[Data entries]
▬▬▬
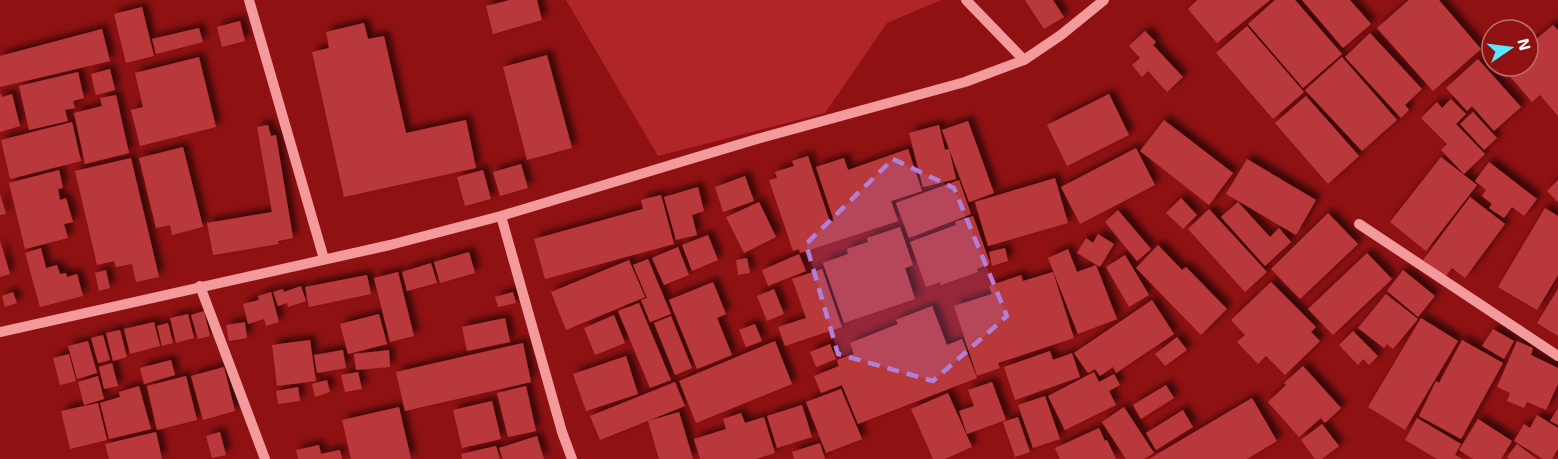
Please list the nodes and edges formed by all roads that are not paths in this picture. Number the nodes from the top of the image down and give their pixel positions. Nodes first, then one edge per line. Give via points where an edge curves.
1 (249, 0) edge
2 (966, 0) edge
3 (1104, 0) edge
4 (1024, 60) junction
5 (501, 216) junction
6 (1359, 224) dead end
7 (324, 259) junction
8 (200, 286) junction
9 (0, 332) edge
10 (1558, 356) edge
11 (265, 459) edge
12 (572, 459) edge

1 - 7 street
2 - 4 street
3 - 4 street
4 - 5 street via 965,82
5 - 7 street
5 - 12 street
6 - 10 street
7 - 8 street
8 - 9 street
8 - 11 street

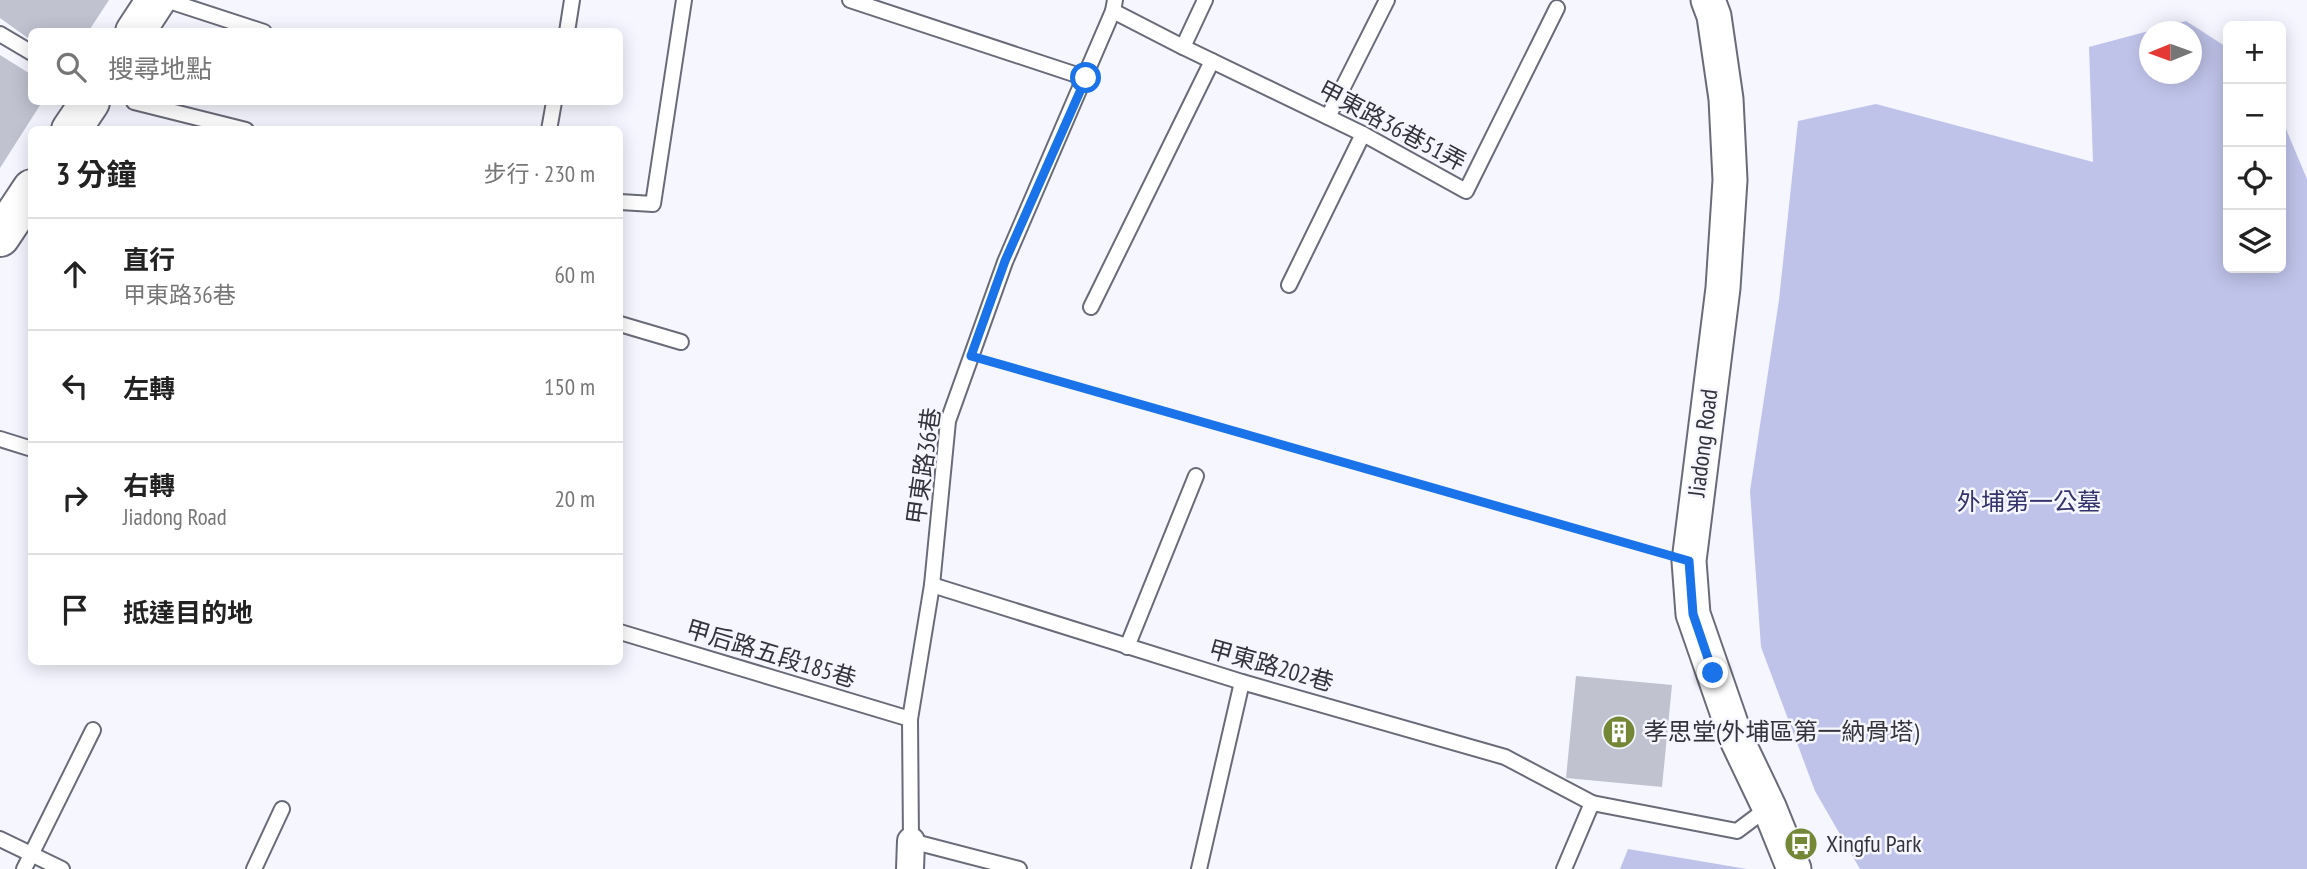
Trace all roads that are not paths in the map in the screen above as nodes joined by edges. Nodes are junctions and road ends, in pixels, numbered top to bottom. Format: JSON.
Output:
▬▬▬
Copy the entries above verbatim. Pictures do not belong in the copy.

▸ RESPONSE BELOW:
Please list the nodes and edges formed by all roads that are not paths in this picture. Number the nodes from the top of the image down and give their pixel positions. Nodes first, then one edge per line. Give via points where an edge curves.
1 (249, 0) edge
2 (966, 0) edge
3 (1104, 0) edge
4 (1024, 60) junction
5 (501, 216) junction
6 (1359, 224) dead end
7 (324, 259) junction
8 (200, 286) junction
9 (0, 332) edge
10 (1558, 356) edge
11 (265, 459) edge
12 (572, 459) edge

1 - 7 street
2 - 4 street
3 - 4 street
4 - 5 street via 965,82
5 - 7 street
5 - 12 street
6 - 10 street
7 - 8 street
8 - 9 street
8 - 11 street

Trace all roads that are not paths in the map in the screen above as nodes joined by edges. Nodes are junctions and road ends, in pixels, numbered top to bottom. Format: JSON.
Output:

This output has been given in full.